→ YOUR TASK: Please return the full listing word for word, leaving out any pictures.

* * *

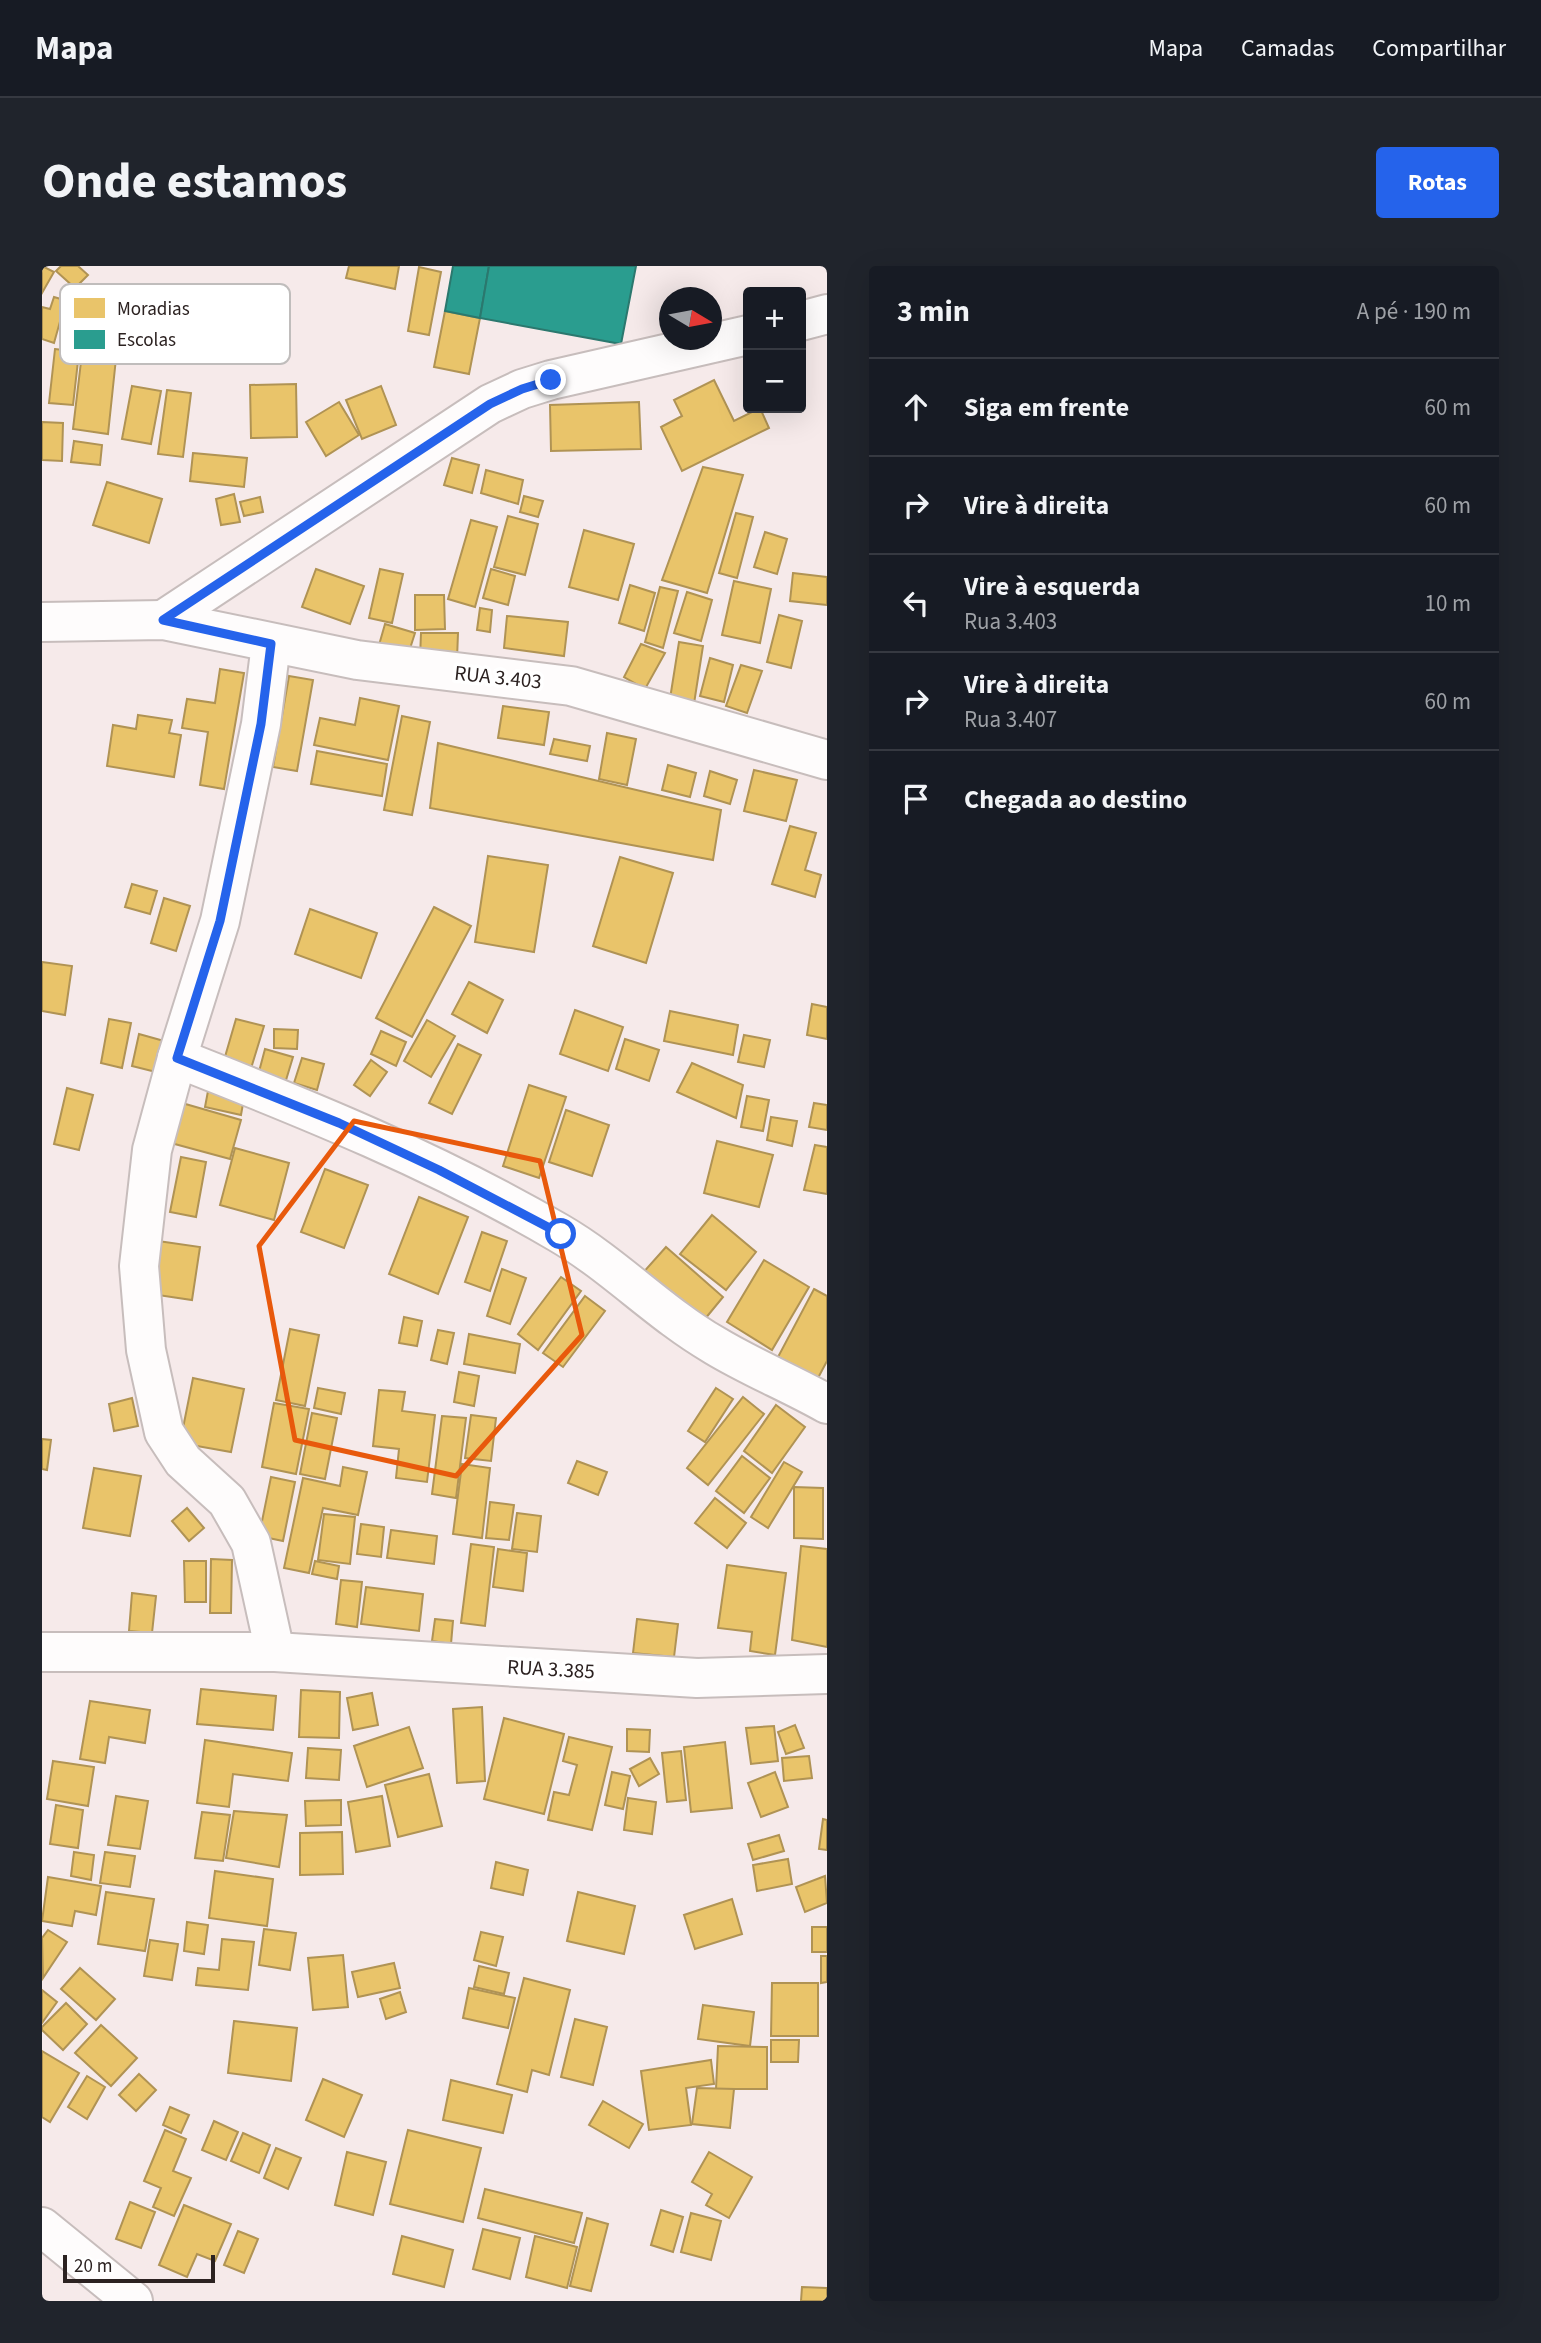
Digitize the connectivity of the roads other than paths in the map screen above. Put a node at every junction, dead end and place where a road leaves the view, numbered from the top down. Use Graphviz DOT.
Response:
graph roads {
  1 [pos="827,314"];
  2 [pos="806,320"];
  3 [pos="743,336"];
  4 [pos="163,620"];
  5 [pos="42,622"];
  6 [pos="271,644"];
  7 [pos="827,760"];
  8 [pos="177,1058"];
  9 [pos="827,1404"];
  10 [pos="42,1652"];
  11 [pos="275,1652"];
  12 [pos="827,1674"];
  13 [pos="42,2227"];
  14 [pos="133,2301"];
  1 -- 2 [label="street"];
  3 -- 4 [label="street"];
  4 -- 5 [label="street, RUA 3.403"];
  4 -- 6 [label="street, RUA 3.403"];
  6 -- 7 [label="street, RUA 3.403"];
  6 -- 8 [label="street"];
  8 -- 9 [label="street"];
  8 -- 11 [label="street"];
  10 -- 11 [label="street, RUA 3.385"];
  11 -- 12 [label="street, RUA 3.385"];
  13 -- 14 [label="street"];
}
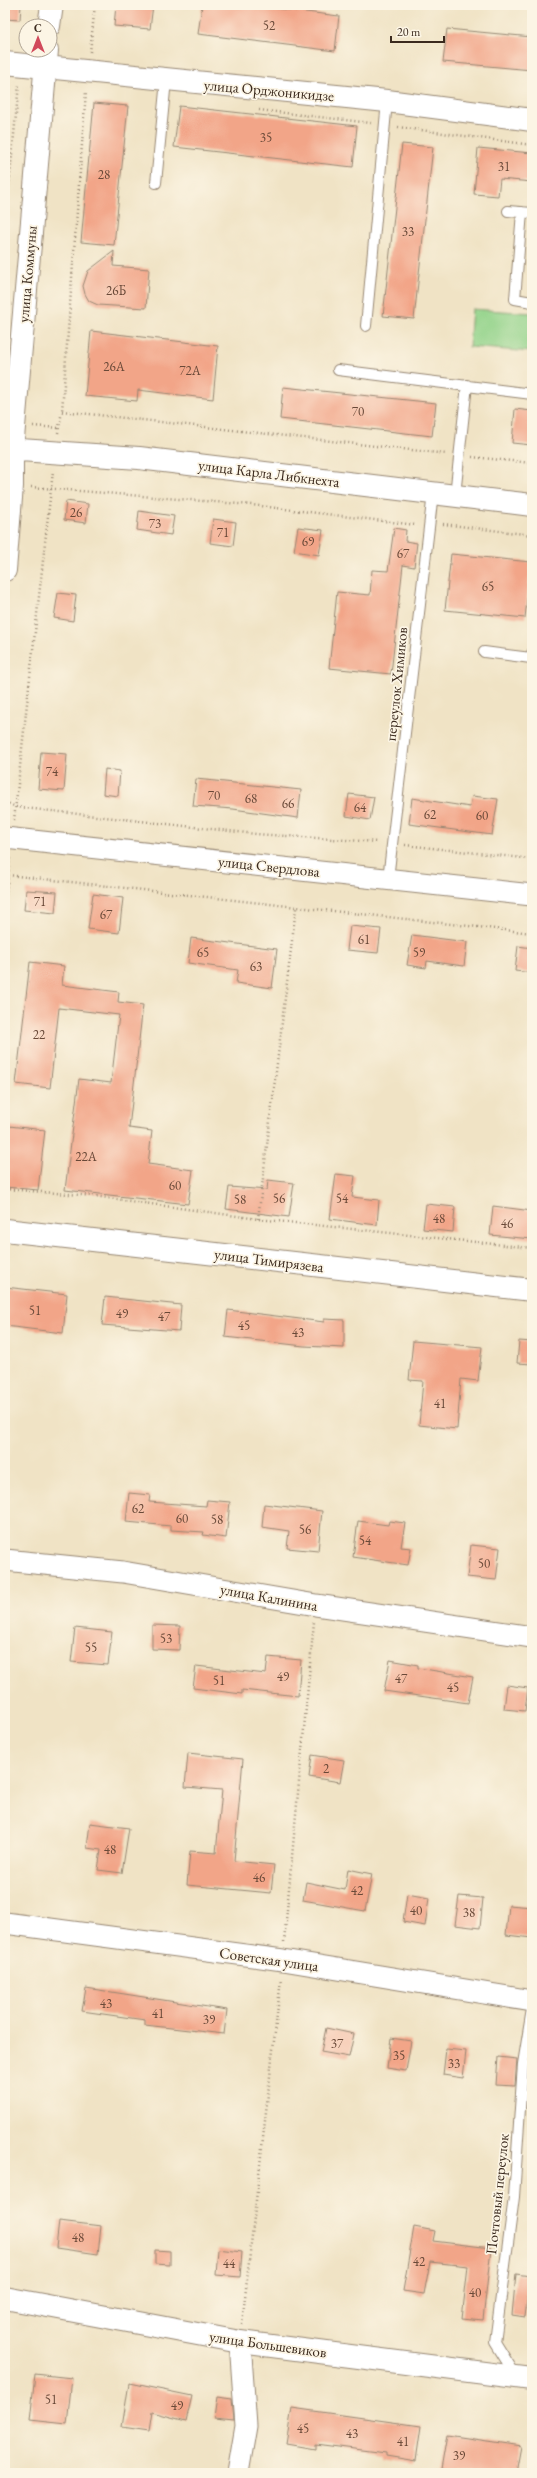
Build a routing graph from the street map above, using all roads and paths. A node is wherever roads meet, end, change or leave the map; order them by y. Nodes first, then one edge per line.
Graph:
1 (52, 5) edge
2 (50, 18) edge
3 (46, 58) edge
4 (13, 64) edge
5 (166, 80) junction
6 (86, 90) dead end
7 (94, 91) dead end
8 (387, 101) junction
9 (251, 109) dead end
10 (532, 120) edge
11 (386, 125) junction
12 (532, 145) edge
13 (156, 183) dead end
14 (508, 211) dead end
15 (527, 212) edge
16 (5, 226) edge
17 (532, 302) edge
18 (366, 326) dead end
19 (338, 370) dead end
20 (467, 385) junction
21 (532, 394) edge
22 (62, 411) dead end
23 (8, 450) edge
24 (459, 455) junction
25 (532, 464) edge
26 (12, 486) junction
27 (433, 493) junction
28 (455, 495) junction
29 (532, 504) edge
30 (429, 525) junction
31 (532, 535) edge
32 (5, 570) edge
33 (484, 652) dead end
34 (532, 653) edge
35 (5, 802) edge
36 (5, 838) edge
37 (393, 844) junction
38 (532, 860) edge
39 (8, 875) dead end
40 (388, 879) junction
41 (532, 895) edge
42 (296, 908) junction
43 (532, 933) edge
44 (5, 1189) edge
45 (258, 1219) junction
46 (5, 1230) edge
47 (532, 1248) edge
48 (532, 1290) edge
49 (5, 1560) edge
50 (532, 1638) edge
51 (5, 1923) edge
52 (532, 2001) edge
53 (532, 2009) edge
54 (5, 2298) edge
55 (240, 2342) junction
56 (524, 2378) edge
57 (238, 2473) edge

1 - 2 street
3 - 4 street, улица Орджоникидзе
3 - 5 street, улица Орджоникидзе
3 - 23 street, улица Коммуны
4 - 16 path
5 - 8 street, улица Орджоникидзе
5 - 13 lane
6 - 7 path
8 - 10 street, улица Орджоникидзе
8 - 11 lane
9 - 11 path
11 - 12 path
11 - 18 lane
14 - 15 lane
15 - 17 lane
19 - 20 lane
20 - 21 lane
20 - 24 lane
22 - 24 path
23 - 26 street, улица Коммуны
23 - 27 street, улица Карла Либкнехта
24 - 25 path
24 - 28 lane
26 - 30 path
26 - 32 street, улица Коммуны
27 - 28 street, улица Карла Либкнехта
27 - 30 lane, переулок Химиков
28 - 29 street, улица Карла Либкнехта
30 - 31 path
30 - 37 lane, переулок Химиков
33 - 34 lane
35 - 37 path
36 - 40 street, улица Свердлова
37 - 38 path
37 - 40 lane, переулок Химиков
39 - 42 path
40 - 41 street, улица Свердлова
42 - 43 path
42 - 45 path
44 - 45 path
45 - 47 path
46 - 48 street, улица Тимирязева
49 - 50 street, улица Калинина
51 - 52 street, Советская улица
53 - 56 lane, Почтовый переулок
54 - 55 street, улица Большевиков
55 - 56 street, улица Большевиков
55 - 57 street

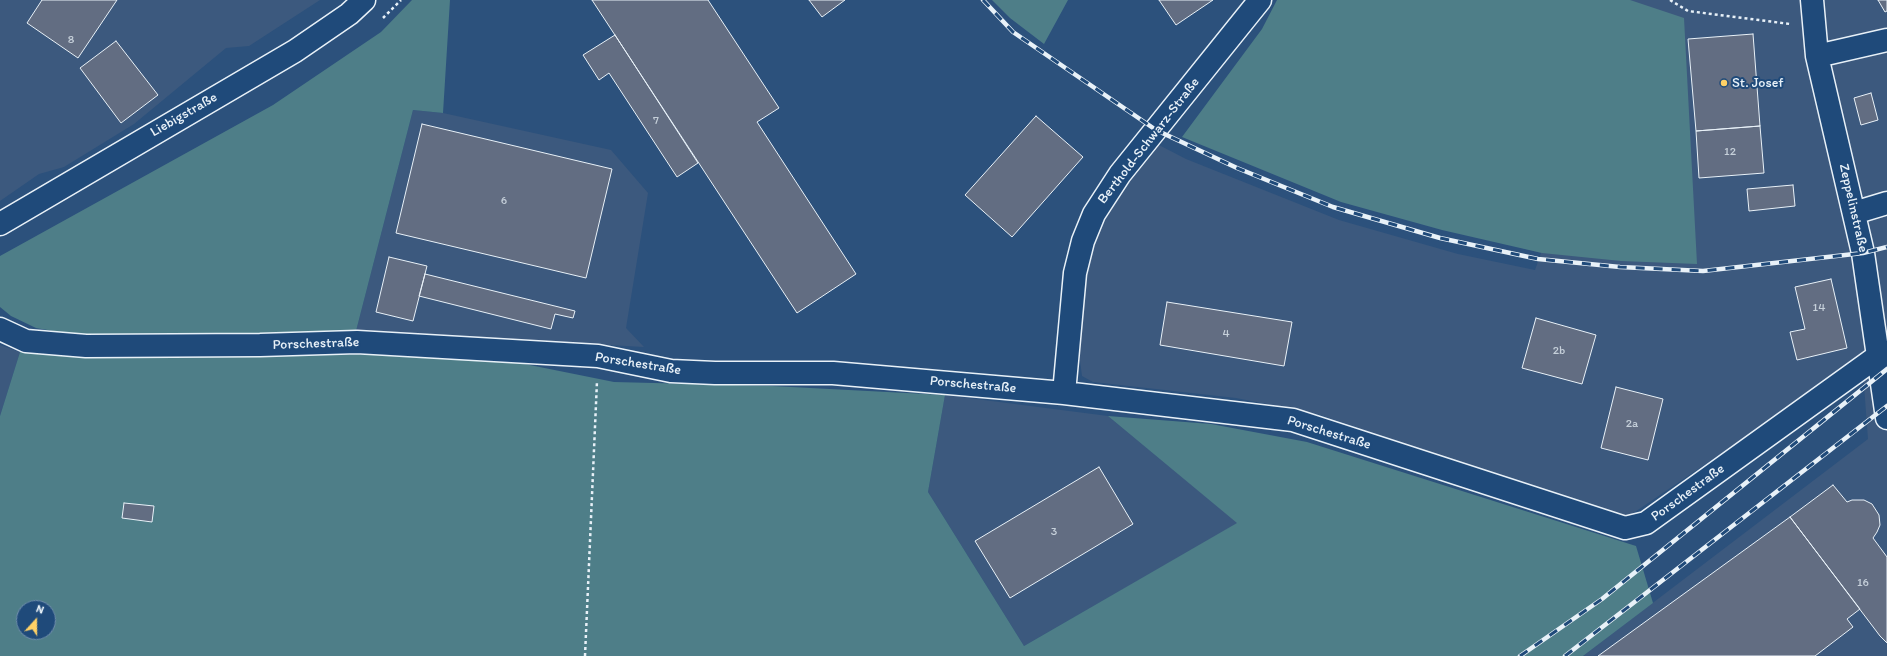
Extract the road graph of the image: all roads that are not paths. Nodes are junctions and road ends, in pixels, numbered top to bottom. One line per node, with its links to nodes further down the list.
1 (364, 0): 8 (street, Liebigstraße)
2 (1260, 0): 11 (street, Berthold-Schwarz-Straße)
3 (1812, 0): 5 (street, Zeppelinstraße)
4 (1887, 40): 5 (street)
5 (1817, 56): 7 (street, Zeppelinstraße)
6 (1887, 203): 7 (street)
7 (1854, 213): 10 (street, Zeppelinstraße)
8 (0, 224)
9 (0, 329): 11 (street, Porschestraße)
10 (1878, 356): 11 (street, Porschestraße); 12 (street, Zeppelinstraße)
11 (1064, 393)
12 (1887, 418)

* * *

→ RESPONSE AREA:
Digitize the connectivity of the roads other than paths in the map screen above. Put a node at every junction, dead end and place where a road leaves the view, numbered from the top down. Use Graphviz DOT.
Response:
graph roads {
  1 [pos="827,314"];
  2 [pos="806,320"];
  3 [pos="743,336"];
  4 [pos="163,620"];
  5 [pos="42,622"];
  6 [pos="271,644"];
  7 [pos="827,760"];
  8 [pos="177,1058"];
  9 [pos="827,1404"];
  10 [pos="42,1652"];
  11 [pos="275,1652"];
  12 [pos="827,1674"];
  13 [pos="42,2227"];
  14 [pos="133,2301"];
  1 -- 2 [label="street"];
  3 -- 4 [label="street"];
  4 -- 5 [label="street, RUA 3.403"];
  4 -- 6 [label="street, RUA 3.403"];
  6 -- 7 [label="street, RUA 3.403"];
  6 -- 8 [label="street"];
  8 -- 9 [label="street"];
  8 -- 11 [label="street"];
  10 -- 11 [label="street, RUA 3.385"];
  11 -- 12 [label="street, RUA 3.385"];
  13 -- 14 [label="street"];
}
Build a routing graph from the street map above, using all roads and paths. A node is wherever roads meet, end, change or leave the map; order them by y. Nodes first, then one edge per line.
Graph:
1 (52, 5) edge
2 (50, 18) edge
3 (46, 58) edge
4 (13, 64) edge
5 (166, 80) junction
6 (86, 90) dead end
7 (94, 91) dead end
8 (387, 101) junction
9 (251, 109) dead end
10 (532, 120) edge
11 (386, 125) junction
12 (532, 145) edge
13 (156, 183) dead end
14 (508, 211) dead end
15 (527, 212) edge
16 (5, 226) edge
17 (532, 302) edge
18 (366, 326) dead end
19 (338, 370) dead end
20 (467, 385) junction
21 (532, 394) edge
22 (62, 411) dead end
23 (8, 450) edge
24 (459, 455) junction
25 (532, 464) edge
26 (12, 486) junction
27 (433, 493) junction
28 (455, 495) junction
29 (532, 504) edge
30 (429, 525) junction
31 (532, 535) edge
32 (5, 570) edge
33 (484, 652) dead end
34 (532, 653) edge
35 (5, 802) edge
36 (5, 838) edge
37 (393, 844) junction
38 (532, 860) edge
39 (8, 875) dead end
40 (388, 879) junction
41 (532, 895) edge
42 (296, 908) junction
43 (532, 933) edge
44 (5, 1189) edge
45 (258, 1219) junction
46 (5, 1230) edge
47 (532, 1248) edge
48 (532, 1290) edge
49 (5, 1560) edge
50 (532, 1638) edge
51 (5, 1923) edge
52 (532, 2001) edge
53 (532, 2009) edge
54 (5, 2298) edge
55 (240, 2342) junction
56 (524, 2378) edge
57 (238, 2473) edge

1 - 2 street
3 - 4 street, улица Орджоникидзе
3 - 5 street, улица Орджоникидзе
3 - 23 street, улица Коммуны
4 - 16 path
5 - 8 street, улица Орджоникидзе
5 - 13 lane
6 - 7 path
8 - 10 street, улица Орджоникидзе
8 - 11 lane
9 - 11 path
11 - 12 path
11 - 18 lane
14 - 15 lane
15 - 17 lane
19 - 20 lane
20 - 21 lane
20 - 24 lane
22 - 24 path
23 - 26 street, улица Коммуны
23 - 27 street, улица Карла Либкнехта
24 - 25 path
24 - 28 lane
26 - 30 path
26 - 32 street, улица Коммуны
27 - 28 street, улица Карла Либкнехта
27 - 30 lane, переулок Химиков
28 - 29 street, улица Карла Либкнехта
30 - 31 path
30 - 37 lane, переулок Химиков
33 - 34 lane
35 - 37 path
36 - 40 street, улица Свердлова
37 - 38 path
37 - 40 lane, переулок Химиков
39 - 42 path
40 - 41 street, улица Свердлова
42 - 43 path
42 - 45 path
44 - 45 path
45 - 47 path
46 - 48 street, улица Тимирязева
49 - 50 street, улица Калинина
51 - 52 street, Советская улица
53 - 56 lane, Почтовый переулок
54 - 55 street, улица Большевиков
55 - 56 street, улица Большевиков
55 - 57 street

Extract the road graph of the image: all roads that are not paths. Nodes are junctions and road ends, in pixels, numbered top to bottom. One line per node, with its links to nodes further down the list.
1 (364, 0): 8 (street, Liebigstraße)
2 (1260, 0): 11 (street, Berthold-Schwarz-Straße)
3 (1812, 0): 5 (street, Zeppelinstraße)
4 (1887, 40): 5 (street)
5 (1817, 56): 7 (street, Zeppelinstraße)
6 (1887, 203): 7 (street)
7 (1854, 213): 10 (street, Zeppelinstraße)
8 (0, 224)
9 (0, 329): 11 (street, Porschestraße)
10 (1878, 356): 11 (street, Porschestraße); 12 (street, Zeppelinstraße)
11 (1064, 393)
12 (1887, 418)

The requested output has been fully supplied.